Vincent’s due date of July 22nd came and went. So Dr. Britt scheduled me to be induced on the 29th.
Anxiously, we arrived at Battle Creek Health systems, ready to go.
I must say Pitocin sucks. After 11 hours of that crap, no contractions, not allowed to eat, and a nurse checking me with
the longest fake nails ever, I was sent home and told to return the next day. Ooh, I was irked.
We came home and tried all the old wives’ tales rumored to bring on labor. Nope, nothing. So the next morning, back
to the hospital we went. Again with the Pitocin. It began to work, a little, but nothing major, until about 5pm, Dr. Britt
broke my water. That made it hurt, a lot. Contractions were definitely happening, but I was still only at 2 cm. And let me
say that that whole water leakage thing could not be grosser. And to make it worse, it was green since Vincent just couldn’t
wait to use a diaper. (The things women go through, we should be recognized by our men as GODDESSES for all this muck.)
Through the next few hours, my desire to throw the first sharpest thing I could find at my husband’s head was difficult
to suppress. I love him dearly, but what a punk to stand there and tell me he “understands.” Whatever. I felt
so gross. Sweaty, crampy, leaky, and I felt like all my insides were going to fall out the bottom if I stood up. By this time,
I was in tears and ready to kill the next person that asked if I was ok.
My nurse Danielle was the greatest lady I ever met. I was so adamant about not wanting an epidural, episiotomies or a c-section.

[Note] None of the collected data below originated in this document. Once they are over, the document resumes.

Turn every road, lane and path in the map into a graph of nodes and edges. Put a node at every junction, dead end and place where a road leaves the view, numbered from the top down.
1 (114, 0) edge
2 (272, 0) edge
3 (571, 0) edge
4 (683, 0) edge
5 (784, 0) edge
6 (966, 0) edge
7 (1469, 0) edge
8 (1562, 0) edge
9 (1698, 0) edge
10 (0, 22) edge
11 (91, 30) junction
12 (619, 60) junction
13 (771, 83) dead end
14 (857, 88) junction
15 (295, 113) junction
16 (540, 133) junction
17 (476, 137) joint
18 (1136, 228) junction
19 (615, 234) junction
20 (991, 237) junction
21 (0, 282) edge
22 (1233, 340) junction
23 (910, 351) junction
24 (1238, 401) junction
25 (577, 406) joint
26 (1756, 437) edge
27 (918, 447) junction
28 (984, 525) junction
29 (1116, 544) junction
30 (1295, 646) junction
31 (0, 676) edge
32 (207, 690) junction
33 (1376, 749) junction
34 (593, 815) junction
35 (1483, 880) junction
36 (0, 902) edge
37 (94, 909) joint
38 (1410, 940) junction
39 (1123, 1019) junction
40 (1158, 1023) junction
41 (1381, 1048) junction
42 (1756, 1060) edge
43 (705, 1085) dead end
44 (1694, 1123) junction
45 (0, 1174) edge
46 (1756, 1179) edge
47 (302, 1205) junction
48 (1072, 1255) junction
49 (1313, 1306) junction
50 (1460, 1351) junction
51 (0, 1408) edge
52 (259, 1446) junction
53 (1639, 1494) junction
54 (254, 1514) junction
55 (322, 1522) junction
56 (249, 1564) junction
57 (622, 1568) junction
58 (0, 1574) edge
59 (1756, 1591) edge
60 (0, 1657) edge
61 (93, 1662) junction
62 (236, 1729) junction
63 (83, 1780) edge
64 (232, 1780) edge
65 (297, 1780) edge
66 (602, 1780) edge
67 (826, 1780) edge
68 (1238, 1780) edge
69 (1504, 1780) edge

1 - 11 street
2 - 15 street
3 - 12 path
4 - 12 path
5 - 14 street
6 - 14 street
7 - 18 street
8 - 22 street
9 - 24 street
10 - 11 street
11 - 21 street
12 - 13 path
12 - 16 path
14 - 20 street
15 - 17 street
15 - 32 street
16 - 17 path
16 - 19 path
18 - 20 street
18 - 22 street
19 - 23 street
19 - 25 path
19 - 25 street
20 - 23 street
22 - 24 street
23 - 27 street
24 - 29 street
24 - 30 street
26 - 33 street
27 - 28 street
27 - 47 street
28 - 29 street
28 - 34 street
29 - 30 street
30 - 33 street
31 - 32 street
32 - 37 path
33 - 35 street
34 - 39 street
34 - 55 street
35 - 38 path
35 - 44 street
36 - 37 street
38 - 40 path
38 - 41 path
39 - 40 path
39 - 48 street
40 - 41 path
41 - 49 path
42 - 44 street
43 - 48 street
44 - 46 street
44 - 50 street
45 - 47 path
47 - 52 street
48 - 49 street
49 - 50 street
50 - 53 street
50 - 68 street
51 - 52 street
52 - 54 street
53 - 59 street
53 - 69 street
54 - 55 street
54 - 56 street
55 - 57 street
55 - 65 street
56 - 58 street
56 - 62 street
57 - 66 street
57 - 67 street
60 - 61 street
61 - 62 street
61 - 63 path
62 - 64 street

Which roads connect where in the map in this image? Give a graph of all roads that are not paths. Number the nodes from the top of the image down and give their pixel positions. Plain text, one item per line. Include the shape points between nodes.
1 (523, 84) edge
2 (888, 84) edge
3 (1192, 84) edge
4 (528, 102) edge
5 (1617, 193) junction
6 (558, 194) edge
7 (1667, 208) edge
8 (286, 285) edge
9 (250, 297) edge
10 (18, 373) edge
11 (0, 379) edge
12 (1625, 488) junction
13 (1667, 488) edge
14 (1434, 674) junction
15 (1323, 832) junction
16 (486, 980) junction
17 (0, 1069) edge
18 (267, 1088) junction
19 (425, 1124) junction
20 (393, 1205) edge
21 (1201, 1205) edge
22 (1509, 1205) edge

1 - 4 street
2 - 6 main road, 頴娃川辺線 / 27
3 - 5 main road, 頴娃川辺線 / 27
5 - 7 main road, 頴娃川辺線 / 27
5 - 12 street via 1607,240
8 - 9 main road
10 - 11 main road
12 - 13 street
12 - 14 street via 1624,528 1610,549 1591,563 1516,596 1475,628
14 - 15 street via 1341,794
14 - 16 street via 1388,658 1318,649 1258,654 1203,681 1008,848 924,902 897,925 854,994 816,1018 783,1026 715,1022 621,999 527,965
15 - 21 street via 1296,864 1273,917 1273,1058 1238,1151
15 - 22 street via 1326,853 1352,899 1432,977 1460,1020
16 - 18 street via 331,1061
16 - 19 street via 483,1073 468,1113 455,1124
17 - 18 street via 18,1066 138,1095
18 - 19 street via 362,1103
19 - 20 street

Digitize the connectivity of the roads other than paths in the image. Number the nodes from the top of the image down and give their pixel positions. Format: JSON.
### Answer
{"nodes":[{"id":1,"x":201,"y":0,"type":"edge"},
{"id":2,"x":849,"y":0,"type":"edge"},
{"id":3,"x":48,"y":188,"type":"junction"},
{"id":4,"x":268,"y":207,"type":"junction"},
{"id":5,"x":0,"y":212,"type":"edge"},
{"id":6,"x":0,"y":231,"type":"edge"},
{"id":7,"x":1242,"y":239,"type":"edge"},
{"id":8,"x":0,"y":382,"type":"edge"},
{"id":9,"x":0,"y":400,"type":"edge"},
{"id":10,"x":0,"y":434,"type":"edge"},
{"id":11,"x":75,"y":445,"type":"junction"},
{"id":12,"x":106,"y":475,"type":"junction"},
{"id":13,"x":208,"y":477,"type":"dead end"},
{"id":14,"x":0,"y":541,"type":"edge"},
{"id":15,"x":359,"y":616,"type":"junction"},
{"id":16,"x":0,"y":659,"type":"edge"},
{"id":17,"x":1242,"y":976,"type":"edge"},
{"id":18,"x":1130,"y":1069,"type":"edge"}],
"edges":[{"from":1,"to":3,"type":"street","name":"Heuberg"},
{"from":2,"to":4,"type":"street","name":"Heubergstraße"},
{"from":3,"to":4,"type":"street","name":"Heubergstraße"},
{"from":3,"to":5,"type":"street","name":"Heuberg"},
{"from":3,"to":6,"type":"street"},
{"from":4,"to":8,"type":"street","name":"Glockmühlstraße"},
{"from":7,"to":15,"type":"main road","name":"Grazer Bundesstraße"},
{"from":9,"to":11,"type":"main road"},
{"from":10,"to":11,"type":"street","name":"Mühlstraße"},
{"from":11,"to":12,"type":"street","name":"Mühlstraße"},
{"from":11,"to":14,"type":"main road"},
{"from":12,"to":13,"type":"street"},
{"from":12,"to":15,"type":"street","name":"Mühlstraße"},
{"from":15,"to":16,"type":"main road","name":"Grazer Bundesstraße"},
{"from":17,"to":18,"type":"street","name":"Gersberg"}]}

But hey, I was all about local shots and the like. So there we all were, Doug, my sister Trina, her daughter Andromeda and
her boyfriend Charlie, and of course Danielle, telling jokes and trying to make light of the situation when I about fell out
of bed from a contraction. Danielle offered a shot of Dalaudid and I was all for it. So instead of putting it in my IV, she
stabs me in the arm with it and I jump to the other side of the bed and burst into tears because it hurt so bad and we all
bust up laughing about it. Here I am, 23 years old and cry over a shot. How embarrassing. And of course it only lasted like
Around 11pm. Dr. Britt comes in again and checks me. I am only at a “stretchy” 3 ˝ cm. Damn! I was hoping this
would be over soon, guess not. Then Dr. Britt looks over the printouts of the heartbeat and what not and proceeds to tell
me that Vincent’s heart rate had dropped 1 beat every hour. He checks me again and tells me that he doesn’t feel
a head and Vincent hasn’t dropped into the birth canal. Just great. I am then told they were going to prep me for an
emergency c-section. Hell no! I was bawling like a baby. Naturally the last thing I wanted done, was going to be. Just my
luck. I am then told a catheter will be inserted. No way. It took 4 people to pin me to the bed for it, only to realize they
really don’t hurt that much. Now, into the OR.
I don’t think anyone had ever seen Doug pace so much, they wouldn’t let him in until after I was administered
the spinal. Scared as hell, I managed through it, and instantly I was numb from the breasts down. Then of course strapped
to a bed like I was being crucified, which I must say I hated.
Doug was let in and the fun began. What a creepy feeling of having your guts cut open and feel it but not have it hurt.
The pressure of them pushing to help Vincent out about made me gag. But out he came in like 5 minutes. His cord was knotted
and around his neck and around his head, chin to top. He was tangled good, good thing I didn’t deliver naturally. But
a healthy baby boy we had and was he ever cute!
Recovery sucked more than anything. My guts never hurt so bad for so long. And that stretchy girdle thing they gave me
to hold my tummy in? Just hideous. My belly is a road map, my skin hangs over my scar and I will forever be squishy.
I must say none of that matters now that Vincent is in my life. I thank the Gods everyday for him. And being a mom is the
most wonderful thing in the world, and I would do it all again in an instant for the wondrous joy it brings in the end.